A Suíça está a construir uma reputação não só pela sua neutralidade e discrição, mas também pela sua soberania digital.
Nas últimas duas décadas, o país tornou-se o lar do ProtonMail (agora Proton), um dos serviços de e-mail criptografado mais confiáveis do mundo, e do Threema, um aplicativo de mensagens seguro amplamente utilizado em toda a Europa.
Seu “Crypto Valley” em Zug atraiu centenas de startups de blockchain, tornando a Suíça um centro global para finanças descentralizadas e inovação digital.
O Centro Nacional Suíço de Supercomputação em Lugano está entre os mais poderosos da Europa.
Neste contexto, o lançamento do Apertus, um modelo de grande linguagem (LLM) totalmente open source, é menos uma surpresa do que a continuação de uma trajetória nacional clara: tecnologia baseada na privacidade, transparência e independência.
O que é Apertus?
Anunciado em setembro de 2025 por um consórcio que inclui a EPFL Lausanne, a ETH Zurich e o Centro Nacional Suíço de Supercomputação, o Apertus (latim para “aberto”) é o primeiro modelo de linguagem em grande escala da Suíça.

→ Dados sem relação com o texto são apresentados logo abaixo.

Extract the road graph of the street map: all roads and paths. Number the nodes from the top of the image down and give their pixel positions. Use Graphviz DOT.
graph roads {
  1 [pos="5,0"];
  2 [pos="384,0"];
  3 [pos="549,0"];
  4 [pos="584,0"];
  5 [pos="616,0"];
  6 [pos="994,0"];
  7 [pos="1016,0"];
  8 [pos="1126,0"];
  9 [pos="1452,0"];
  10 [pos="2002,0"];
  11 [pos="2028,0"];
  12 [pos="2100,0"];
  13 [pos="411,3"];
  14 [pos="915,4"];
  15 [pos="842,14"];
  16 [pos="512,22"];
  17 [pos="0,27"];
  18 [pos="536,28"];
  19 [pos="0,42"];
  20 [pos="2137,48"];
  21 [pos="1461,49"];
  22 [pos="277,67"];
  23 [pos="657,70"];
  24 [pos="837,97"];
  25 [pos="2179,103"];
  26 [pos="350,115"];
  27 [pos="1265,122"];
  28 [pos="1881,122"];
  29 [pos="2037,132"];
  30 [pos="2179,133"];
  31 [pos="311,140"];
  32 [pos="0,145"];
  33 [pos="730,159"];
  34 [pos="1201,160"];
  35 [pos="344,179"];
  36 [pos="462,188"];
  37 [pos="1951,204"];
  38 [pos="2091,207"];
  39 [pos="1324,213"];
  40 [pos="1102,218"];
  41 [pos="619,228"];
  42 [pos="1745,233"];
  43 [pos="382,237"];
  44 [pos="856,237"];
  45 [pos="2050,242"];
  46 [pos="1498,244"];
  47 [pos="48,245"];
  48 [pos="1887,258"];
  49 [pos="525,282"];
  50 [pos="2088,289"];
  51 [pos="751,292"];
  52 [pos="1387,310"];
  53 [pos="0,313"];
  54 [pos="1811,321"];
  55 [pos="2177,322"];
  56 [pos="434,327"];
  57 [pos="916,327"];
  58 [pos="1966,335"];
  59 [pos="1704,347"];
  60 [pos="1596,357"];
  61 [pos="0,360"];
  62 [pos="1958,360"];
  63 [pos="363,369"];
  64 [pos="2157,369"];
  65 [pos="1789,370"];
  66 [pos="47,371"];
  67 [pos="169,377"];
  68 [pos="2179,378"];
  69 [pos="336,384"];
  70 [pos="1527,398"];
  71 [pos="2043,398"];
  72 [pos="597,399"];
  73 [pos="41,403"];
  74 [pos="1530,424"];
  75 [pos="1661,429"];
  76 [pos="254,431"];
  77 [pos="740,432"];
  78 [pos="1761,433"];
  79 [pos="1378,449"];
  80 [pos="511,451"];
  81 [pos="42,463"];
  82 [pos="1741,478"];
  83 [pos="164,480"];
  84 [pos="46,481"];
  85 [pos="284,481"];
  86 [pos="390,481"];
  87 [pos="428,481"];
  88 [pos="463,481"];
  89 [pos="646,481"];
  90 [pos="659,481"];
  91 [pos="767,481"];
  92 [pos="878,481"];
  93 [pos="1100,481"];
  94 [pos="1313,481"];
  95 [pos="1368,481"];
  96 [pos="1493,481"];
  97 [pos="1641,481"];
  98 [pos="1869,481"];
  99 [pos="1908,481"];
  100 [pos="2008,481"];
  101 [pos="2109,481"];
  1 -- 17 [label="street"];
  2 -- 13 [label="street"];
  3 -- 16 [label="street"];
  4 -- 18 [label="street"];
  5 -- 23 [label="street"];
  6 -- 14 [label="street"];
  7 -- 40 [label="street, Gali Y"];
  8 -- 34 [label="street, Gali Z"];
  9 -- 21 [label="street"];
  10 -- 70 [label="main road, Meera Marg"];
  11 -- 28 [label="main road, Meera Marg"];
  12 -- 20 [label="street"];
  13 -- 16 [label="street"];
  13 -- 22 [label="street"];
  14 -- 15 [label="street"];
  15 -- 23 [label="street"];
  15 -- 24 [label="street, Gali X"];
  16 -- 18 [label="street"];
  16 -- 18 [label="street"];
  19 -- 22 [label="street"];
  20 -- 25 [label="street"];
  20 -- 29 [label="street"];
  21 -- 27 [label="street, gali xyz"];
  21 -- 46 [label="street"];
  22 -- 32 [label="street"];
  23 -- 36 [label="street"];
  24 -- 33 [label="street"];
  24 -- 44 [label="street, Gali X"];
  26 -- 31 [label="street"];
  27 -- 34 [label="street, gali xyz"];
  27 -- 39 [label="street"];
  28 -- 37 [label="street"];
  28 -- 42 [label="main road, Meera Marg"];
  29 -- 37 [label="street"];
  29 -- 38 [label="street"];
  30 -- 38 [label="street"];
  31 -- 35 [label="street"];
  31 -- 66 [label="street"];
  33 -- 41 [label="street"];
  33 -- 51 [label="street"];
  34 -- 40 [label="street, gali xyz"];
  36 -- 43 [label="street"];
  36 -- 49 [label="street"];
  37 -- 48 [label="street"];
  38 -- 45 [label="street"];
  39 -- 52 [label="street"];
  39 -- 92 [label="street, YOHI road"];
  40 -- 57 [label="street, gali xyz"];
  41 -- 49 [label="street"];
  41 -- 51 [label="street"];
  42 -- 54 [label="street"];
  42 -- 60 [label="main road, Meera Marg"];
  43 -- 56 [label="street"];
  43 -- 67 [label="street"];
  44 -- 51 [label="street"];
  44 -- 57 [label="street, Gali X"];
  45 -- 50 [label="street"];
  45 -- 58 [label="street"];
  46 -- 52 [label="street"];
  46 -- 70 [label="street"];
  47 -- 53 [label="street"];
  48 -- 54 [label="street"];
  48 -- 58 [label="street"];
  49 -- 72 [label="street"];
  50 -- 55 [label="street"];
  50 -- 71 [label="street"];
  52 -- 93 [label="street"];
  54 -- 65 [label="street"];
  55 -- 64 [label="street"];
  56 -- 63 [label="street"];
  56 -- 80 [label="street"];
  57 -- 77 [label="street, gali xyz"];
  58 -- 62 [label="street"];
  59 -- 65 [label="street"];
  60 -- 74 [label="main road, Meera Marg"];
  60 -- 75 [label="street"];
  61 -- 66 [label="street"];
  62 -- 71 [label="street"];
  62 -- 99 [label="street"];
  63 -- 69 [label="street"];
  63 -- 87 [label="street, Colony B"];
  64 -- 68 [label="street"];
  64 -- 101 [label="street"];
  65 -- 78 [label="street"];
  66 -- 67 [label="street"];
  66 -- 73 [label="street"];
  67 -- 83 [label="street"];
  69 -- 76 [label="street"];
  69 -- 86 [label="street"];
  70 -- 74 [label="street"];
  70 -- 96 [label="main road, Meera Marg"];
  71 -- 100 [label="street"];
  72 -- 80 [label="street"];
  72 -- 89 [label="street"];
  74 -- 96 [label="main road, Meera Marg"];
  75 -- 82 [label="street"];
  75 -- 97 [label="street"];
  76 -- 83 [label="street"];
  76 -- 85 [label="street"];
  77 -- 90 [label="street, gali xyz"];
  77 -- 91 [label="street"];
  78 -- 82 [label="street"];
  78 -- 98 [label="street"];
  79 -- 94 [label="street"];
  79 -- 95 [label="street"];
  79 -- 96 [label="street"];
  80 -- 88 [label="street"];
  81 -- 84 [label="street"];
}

Ao contrário de sistemas proprietários como ChatGPT da OpenAI, Gemini do Google, Claude da Anthropic ou Grok da xAI, o Apertus é de código aberto.

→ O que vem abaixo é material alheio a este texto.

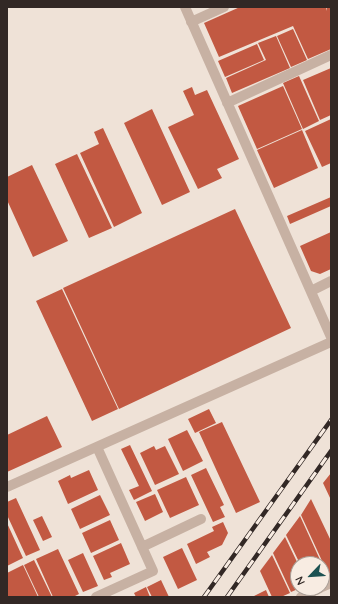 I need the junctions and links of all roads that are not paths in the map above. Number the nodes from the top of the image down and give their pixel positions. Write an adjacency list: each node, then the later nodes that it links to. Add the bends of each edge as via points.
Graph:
1 (185, 7): 3 (street)
2 (224, 7): 3 (street)
3 (191, 22): 5 (street)
4 (331, 56): 5 (street)
5 (227, 103): 7 (street)
6 (331, 281): 7 (street)
7 (311, 291): 8 (street)
8 (331, 337)
9 (331, 342): 10 (street)
10 (96, 447): 11 (street); 13 (street)
11 (7, 488)
12 (201, 519): 13 (street)
13 (142, 546): 14 (street, via 153,571)
14 (96, 597)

Isso significa que toda a sua arquitetura, processo de treinamento e conjuntos de dados estão disponíveis publicamente. Qualquer pessoa, desde pesquisadores até empresas, pode baixar, executar e até mesmo modificar o modelo de acordo com suas necessidades.

Tecnicamente, o Apertus está disponível em duas configurações: uma com aproximadamente 8 bilhões de parâmetros, adequada para servidores menores, e uma versão mais avançada com aproximadamente 70 bilhões de parâmetros.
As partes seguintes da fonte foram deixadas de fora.